Başakşehir’de yaşanan cinayet, 15 Ekim 2023 tarihinde akşam saatlerinde meydana geldi. İddiaya göre, genç bir kadın, eski eşi tarafından sokak ortasında bıçaklandı. Olayın ardından çevrede bulunan vatandaşlar hemen sağlık ekiplerine haber verirken, cinayet zanlısı hızla kaçtı. Olay yerindeki tanıkların ifadelerine göre, çiftin sık sık tartıştıkları ve şiddetli geçimsizlik yaşadıkları biliniyordu. Kadının arkadaşları ve ailesi, genç kadının eski eşinden korktuğunu, defalarca kez şiddet gördüğünü belirtmişti. Uzun bir süreçte birçok kez polise başvurduğu, fakat koruma tedbiri almakta zorluk yaşadığı bildirildi.
Başakşehir’deki bu cinayet, sadece bir bireyin yaşamını kaybetmesiyle sınırlı kalmayıp, toplumsal cinsiyet eşitliği ve kadına yönelik şiddet konularında da derinlemesine bir tartışma başlattı. Türkiye’de kadına yönelik şiddet, her geçen gün artarken, bu durum kadın cinayetlerini de beraberinde getiriyor. Birçok kadın, cinsiyetlerinden dolayı şiddete maruz kalıyor ve bunun karşısında çoğu zaman seslerini duyurmakta zorlanıyor. Rakamlar gösteriyor ki, her yıl yüzlerce kadın, partnerleri veya eski eşleri tarafından öldürülüyor.
Uzmanlar, bu tür olayların önlenebilmesi için toplumun her kesiminin bilinçlendirilmesi, eğitim sisteminin güçlendirilmesi ve yasaların sıkı bir şekilde uygulanması gerektiğinin altını çiziyor. Başakşehir’de yaşanan bu olay, yalnızca bir cinayet değil, aynı zamanda sistemin ve toplumun kadınları koruma konusunda yetersiz kaldığını da gözler önüne seriyor. Bu bağlamda, birçok kadın derneği ve toplumsal cinsiyet eşitliği savunucusu, olay sonrası hemen harekete geçti ve protestolar düzenlendi. Kadınların seslerini duyurmak ve bu tür olayların önüne geçebilmek için kamuoyunun dikkatini çekmek adına çeşitli etkinlikler gerçekleştirildi.

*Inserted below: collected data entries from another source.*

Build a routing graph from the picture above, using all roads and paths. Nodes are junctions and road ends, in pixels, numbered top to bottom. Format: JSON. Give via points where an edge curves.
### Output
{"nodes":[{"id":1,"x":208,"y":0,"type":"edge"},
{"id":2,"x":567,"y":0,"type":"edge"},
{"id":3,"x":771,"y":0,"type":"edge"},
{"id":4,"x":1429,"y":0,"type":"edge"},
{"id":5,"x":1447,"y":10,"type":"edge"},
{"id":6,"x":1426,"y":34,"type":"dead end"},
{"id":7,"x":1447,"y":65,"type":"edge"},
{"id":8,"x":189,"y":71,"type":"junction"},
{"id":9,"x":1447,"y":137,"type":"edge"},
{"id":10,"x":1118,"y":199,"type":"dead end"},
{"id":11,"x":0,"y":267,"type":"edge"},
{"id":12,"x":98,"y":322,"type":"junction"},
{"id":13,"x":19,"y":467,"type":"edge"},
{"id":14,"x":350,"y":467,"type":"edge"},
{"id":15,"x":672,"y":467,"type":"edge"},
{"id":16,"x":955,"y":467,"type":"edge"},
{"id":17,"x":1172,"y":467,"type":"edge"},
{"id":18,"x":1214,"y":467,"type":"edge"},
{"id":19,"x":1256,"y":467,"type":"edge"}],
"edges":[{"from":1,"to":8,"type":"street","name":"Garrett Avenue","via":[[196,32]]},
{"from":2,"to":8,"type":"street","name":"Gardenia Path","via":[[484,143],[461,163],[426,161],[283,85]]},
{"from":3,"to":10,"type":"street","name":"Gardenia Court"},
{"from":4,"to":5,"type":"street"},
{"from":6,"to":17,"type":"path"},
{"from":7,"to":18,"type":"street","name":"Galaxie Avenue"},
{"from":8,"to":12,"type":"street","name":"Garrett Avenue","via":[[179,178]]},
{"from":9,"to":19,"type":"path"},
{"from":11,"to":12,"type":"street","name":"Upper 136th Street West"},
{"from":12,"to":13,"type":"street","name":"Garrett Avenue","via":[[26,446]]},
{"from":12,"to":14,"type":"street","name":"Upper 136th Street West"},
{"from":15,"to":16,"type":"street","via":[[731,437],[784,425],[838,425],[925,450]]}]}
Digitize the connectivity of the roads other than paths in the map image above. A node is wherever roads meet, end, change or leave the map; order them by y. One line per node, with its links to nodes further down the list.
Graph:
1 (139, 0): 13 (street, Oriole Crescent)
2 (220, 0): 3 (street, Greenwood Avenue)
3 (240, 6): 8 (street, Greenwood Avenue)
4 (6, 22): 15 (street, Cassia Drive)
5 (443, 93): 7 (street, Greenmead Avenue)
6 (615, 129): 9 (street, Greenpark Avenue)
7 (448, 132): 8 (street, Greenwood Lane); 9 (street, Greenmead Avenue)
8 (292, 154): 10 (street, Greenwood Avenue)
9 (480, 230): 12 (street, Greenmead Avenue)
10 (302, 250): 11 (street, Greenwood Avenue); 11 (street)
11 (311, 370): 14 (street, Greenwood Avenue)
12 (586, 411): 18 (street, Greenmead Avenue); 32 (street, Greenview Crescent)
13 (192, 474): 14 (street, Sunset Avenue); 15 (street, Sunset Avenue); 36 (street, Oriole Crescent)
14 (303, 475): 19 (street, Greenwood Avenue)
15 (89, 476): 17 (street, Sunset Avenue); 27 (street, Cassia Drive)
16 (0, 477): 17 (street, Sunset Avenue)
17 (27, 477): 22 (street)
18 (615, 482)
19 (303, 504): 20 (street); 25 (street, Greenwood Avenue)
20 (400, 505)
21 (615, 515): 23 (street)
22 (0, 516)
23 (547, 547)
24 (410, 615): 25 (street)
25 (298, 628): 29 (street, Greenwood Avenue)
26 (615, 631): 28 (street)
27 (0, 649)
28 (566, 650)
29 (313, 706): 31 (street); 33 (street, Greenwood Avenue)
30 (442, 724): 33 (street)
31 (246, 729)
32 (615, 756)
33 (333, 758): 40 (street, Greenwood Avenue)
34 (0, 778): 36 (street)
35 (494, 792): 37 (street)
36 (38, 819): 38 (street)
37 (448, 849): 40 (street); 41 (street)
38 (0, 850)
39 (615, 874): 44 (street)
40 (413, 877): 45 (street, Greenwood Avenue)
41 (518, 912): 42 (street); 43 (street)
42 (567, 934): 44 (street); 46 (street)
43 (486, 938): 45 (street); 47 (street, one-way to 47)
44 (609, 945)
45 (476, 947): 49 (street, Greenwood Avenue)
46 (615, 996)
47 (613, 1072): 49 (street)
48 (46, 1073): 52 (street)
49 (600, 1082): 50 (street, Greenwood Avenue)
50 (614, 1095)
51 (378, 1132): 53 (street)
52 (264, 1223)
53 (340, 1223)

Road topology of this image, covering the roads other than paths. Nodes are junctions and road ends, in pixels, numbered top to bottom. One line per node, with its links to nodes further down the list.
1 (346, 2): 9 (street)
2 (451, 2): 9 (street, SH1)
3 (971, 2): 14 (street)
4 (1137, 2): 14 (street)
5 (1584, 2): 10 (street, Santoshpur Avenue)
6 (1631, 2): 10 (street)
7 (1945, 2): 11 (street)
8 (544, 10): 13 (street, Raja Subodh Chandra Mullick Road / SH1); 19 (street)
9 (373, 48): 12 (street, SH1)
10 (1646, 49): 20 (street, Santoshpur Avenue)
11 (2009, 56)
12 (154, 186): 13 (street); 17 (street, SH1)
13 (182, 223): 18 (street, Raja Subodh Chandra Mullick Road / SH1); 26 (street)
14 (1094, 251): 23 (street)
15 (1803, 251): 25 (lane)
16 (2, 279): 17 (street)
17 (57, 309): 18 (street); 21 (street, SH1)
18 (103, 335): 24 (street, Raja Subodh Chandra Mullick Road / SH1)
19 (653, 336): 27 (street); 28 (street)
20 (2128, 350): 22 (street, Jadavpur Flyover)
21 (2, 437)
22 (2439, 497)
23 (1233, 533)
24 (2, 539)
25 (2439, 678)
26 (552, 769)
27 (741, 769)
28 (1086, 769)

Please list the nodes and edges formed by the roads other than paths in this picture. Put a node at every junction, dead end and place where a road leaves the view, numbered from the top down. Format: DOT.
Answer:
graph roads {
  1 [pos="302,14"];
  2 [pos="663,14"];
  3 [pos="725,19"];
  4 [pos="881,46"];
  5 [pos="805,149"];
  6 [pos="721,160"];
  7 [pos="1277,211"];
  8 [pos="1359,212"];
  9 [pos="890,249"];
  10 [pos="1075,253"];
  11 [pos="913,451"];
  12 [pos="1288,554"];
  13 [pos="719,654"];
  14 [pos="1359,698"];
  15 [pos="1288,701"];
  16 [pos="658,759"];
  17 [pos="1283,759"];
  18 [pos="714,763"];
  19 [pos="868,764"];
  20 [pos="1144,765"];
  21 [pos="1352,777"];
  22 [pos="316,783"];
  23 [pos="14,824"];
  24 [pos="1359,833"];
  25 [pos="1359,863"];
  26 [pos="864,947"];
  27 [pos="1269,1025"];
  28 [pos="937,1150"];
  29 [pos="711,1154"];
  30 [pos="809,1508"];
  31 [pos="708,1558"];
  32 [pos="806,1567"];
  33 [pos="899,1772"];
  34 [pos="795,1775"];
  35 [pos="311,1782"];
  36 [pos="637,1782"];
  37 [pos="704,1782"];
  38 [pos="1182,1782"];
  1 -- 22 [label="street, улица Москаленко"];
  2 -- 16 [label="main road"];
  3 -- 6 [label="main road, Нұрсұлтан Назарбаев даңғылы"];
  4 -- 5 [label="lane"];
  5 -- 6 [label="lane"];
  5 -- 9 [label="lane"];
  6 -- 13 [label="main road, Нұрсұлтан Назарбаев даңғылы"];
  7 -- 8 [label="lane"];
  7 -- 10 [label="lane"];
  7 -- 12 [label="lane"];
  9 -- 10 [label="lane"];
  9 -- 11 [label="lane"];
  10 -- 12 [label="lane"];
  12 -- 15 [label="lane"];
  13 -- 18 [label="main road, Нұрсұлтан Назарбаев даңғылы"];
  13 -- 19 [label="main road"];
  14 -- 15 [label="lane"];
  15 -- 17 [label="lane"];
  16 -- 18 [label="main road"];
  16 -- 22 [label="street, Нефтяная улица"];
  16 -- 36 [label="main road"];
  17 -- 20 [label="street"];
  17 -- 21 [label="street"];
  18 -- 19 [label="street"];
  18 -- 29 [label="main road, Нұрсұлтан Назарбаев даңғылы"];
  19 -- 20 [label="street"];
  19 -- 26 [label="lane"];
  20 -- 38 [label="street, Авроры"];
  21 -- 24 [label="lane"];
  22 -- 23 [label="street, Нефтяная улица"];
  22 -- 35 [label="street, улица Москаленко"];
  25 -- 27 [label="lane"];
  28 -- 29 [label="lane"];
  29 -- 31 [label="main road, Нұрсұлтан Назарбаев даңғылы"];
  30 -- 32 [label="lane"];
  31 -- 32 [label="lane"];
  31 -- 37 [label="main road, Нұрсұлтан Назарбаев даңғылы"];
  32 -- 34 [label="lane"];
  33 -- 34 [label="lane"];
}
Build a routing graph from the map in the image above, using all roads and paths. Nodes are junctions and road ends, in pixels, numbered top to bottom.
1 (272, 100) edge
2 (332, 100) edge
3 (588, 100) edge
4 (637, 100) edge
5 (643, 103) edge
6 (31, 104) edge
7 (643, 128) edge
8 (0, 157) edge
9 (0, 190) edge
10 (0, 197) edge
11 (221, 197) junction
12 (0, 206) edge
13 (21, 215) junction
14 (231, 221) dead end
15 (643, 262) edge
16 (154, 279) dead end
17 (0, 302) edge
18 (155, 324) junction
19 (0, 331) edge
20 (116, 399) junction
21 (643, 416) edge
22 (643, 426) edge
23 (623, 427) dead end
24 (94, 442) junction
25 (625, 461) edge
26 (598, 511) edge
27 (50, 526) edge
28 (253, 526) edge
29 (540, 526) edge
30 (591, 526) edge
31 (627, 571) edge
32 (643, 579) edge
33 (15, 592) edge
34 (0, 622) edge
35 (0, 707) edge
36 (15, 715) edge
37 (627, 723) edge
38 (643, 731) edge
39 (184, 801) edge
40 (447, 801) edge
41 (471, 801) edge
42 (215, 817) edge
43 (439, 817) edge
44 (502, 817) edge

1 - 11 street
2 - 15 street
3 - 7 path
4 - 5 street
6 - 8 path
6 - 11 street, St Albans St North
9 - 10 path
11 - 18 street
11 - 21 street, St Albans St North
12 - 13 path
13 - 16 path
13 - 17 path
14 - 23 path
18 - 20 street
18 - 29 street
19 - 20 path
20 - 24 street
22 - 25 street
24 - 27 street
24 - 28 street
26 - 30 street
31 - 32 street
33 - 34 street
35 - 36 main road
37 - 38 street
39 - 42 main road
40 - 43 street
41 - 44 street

Sonuç olarak, Başakşehir’deki bu kadın cinayeti, sadece bir trajedi olmayıp, aslında daha büyük yapısal sorunların olduğunu gösteren bir ayna. Toplum olarak buna duyarsız kalmamak ve ses çıkarmak, değişim için kritik öneme sahip. Kadına yönelik şiddetin önlenmesi ve kadın haklarının korunması adına güçlü bir duruş sergilenmesi gerektiği aşikâr.
Bu olay sonrasında kamuoyunda oluşan farkındalık, belki de bir nebze de olsa kadınların korunması için gerekli adımların atılmasına vesile olabilir. Ülkemizin dört bir yanında yaşanan benzer olayların sona ermesi için hepimizin üzerine düşen sorumluluklar mevcut. Bu tür üzücü olayların bir daha yaşanmaması adına hem bireysel hem de toplumsal bir dönüşüm gerçekleşmesi elzemdir.